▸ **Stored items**

'''

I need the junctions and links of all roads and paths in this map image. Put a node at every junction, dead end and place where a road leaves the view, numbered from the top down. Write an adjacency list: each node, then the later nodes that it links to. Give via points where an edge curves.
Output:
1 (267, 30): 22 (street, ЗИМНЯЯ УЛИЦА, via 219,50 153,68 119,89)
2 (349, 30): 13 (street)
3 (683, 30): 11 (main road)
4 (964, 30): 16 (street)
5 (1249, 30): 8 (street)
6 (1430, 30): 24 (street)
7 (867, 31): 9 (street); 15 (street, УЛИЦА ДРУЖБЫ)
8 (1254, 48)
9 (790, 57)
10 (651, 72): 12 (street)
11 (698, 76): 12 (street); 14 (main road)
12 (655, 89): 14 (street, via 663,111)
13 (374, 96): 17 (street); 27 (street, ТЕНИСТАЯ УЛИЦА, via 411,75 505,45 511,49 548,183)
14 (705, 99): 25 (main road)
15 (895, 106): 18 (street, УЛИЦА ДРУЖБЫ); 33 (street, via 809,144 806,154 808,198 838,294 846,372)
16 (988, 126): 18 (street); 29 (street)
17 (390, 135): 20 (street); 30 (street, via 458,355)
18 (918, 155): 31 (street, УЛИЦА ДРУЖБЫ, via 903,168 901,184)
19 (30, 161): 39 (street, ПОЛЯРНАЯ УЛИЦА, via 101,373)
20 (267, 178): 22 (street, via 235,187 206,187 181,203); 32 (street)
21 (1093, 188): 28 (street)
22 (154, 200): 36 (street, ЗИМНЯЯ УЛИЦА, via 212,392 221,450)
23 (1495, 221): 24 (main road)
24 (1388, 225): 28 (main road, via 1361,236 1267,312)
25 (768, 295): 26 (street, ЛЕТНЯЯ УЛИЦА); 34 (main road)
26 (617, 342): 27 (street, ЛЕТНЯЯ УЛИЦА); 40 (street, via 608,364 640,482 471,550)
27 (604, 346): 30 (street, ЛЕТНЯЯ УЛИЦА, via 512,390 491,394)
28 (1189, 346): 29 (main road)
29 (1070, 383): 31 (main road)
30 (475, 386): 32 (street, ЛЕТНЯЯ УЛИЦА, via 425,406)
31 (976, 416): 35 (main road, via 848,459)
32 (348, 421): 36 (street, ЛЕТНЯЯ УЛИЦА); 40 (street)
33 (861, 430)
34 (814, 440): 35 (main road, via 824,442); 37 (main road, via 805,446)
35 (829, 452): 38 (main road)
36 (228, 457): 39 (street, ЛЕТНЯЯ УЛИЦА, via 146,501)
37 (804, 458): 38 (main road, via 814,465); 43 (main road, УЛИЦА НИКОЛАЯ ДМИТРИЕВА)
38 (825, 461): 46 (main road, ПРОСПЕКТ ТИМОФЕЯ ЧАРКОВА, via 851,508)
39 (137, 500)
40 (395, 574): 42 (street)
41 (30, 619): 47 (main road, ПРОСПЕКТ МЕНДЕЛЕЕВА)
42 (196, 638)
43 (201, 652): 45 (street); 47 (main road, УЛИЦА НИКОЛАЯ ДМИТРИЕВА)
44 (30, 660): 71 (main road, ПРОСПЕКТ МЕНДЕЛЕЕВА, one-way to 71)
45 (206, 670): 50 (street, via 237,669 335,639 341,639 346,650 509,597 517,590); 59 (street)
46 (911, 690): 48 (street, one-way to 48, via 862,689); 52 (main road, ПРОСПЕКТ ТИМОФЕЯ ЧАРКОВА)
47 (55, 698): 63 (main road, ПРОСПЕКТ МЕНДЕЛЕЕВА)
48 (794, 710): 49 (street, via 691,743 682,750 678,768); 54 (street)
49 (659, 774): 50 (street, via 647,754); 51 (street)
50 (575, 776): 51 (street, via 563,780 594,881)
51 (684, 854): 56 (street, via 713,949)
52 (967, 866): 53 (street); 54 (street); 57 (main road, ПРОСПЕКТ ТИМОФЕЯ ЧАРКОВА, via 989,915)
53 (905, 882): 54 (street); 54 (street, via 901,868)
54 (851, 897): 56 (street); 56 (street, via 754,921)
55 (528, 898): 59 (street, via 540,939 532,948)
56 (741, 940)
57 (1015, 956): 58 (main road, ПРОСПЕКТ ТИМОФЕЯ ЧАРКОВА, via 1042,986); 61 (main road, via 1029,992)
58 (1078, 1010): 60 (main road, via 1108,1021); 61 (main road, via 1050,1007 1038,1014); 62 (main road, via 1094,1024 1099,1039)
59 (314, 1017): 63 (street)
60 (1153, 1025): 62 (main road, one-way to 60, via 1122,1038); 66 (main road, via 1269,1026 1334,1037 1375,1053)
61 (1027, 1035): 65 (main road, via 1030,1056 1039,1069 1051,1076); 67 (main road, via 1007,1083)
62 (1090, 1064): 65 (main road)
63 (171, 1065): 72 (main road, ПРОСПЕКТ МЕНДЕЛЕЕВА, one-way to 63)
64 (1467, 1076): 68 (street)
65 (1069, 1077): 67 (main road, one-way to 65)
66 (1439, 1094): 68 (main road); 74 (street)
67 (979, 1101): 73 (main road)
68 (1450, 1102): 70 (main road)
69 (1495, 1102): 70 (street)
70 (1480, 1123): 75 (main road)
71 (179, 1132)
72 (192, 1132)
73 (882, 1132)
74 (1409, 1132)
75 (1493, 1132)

'''

Type the records again in full, matching them exactly.

I need the junctions and links of all roads and paths in this map image. Put a node at every junction, dead end and place where a road leaves the view, numbered from the top down. Write an adjacency list: each node, then the later nodes that it links to. Give via points where an edge curves.
Output:
1 (267, 30): 22 (street, ЗИМНЯЯ УЛИЦА, via 219,50 153,68 119,89)
2 (349, 30): 13 (street)
3 (683, 30): 11 (main road)
4 (964, 30): 16 (street)
5 (1249, 30): 8 (street)
6 (1430, 30): 24 (street)
7 (867, 31): 9 (street); 15 (street, УЛИЦА ДРУЖБЫ)
8 (1254, 48)
9 (790, 57)
10 (651, 72): 12 (street)
11 (698, 76): 12 (street); 14 (main road)
12 (655, 89): 14 (street, via 663,111)
13 (374, 96): 17 (street); 27 (street, ТЕНИСТАЯ УЛИЦА, via 411,75 505,45 511,49 548,183)
14 (705, 99): 25 (main road)
15 (895, 106): 18 (street, УЛИЦА ДРУЖБЫ); 33 (street, via 809,144 806,154 808,198 838,294 846,372)
16 (988, 126): 18 (street); 29 (street)
17 (390, 135): 20 (street); 30 (street, via 458,355)
18 (918, 155): 31 (street, УЛИЦА ДРУЖБЫ, via 903,168 901,184)
19 (30, 161): 39 (street, ПОЛЯРНАЯ УЛИЦА, via 101,373)
20 (267, 178): 22 (street, via 235,187 206,187 181,203); 32 (street)
21 (1093, 188): 28 (street)
22 (154, 200): 36 (street, ЗИМНЯЯ УЛИЦА, via 212,392 221,450)
23 (1495, 221): 24 (main road)
24 (1388, 225): 28 (main road, via 1361,236 1267,312)
25 (768, 295): 26 (street, ЛЕТНЯЯ УЛИЦА); 34 (main road)
26 (617, 342): 27 (street, ЛЕТНЯЯ УЛИЦА); 40 (street, via 608,364 640,482 471,550)
27 (604, 346): 30 (street, ЛЕТНЯЯ УЛИЦА, via 512,390 491,394)
28 (1189, 346): 29 (main road)
29 (1070, 383): 31 (main road)
30 (475, 386): 32 (street, ЛЕТНЯЯ УЛИЦА, via 425,406)
31 (976, 416): 35 (main road, via 848,459)
32 (348, 421): 36 (street, ЛЕТНЯЯ УЛИЦА); 40 (street)
33 (861, 430)
34 (814, 440): 35 (main road, via 824,442); 37 (main road, via 805,446)
35 (829, 452): 38 (main road)
36 (228, 457): 39 (street, ЛЕТНЯЯ УЛИЦА, via 146,501)
37 (804, 458): 38 (main road, via 814,465); 43 (main road, УЛИЦА НИКОЛАЯ ДМИТРИЕВА)
38 (825, 461): 46 (main road, ПРОСПЕКТ ТИМОФЕЯ ЧАРКОВА, via 851,508)
39 (137, 500)
40 (395, 574): 42 (street)
41 (30, 619): 47 (main road, ПРОСПЕКТ МЕНДЕЛЕЕВА)
42 (196, 638)
43 (201, 652): 45 (street); 47 (main road, УЛИЦА НИКОЛАЯ ДМИТРИЕВА)
44 (30, 660): 71 (main road, ПРОСПЕКТ МЕНДЕЛЕЕВА, one-way to 71)
45 (206, 670): 50 (street, via 237,669 335,639 341,639 346,650 509,597 517,590); 59 (street)
46 (911, 690): 48 (street, one-way to 48, via 862,689); 52 (main road, ПРОСПЕКТ ТИМОФЕЯ ЧАРКОВА)
47 (55, 698): 63 (main road, ПРОСПЕКТ МЕНДЕЛЕЕВА)
48 (794, 710): 49 (street, via 691,743 682,750 678,768); 54 (street)
49 (659, 774): 50 (street, via 647,754); 51 (street)
50 (575, 776): 51 (street, via 563,780 594,881)
51 (684, 854): 56 (street, via 713,949)
52 (967, 866): 53 (street); 54 (street); 57 (main road, ПРОСПЕКТ ТИМОФЕЯ ЧАРКОВА, via 989,915)
53 (905, 882): 54 (street); 54 (street, via 901,868)
54 (851, 897): 56 (street); 56 (street, via 754,921)
55 (528, 898): 59 (street, via 540,939 532,948)
56 (741, 940)
57 (1015, 956): 58 (main road, ПРОСПЕКТ ТИМОФЕЯ ЧАРКОВА, via 1042,986); 61 (main road, via 1029,992)
58 (1078, 1010): 60 (main road, via 1108,1021); 61 (main road, via 1050,1007 1038,1014); 62 (main road, via 1094,1024 1099,1039)
59 (314, 1017): 63 (street)
60 (1153, 1025): 62 (main road, one-way to 60, via 1122,1038); 66 (main road, via 1269,1026 1334,1037 1375,1053)
61 (1027, 1035): 65 (main road, via 1030,1056 1039,1069 1051,1076); 67 (main road, via 1007,1083)
62 (1090, 1064): 65 (main road)
63 (171, 1065): 72 (main road, ПРОСПЕКТ МЕНДЕЛЕЕВА, one-way to 63)
64 (1467, 1076): 68 (street)
65 (1069, 1077): 67 (main road, one-way to 65)
66 (1439, 1094): 68 (main road); 74 (street)
67 (979, 1101): 73 (main road)
68 (1450, 1102): 70 (main road)
69 (1495, 1102): 70 (street)
70 (1480, 1123): 75 (main road)
71 (179, 1132)
72 (192, 1132)
73 (882, 1132)
74 (1409, 1132)
75 (1493, 1132)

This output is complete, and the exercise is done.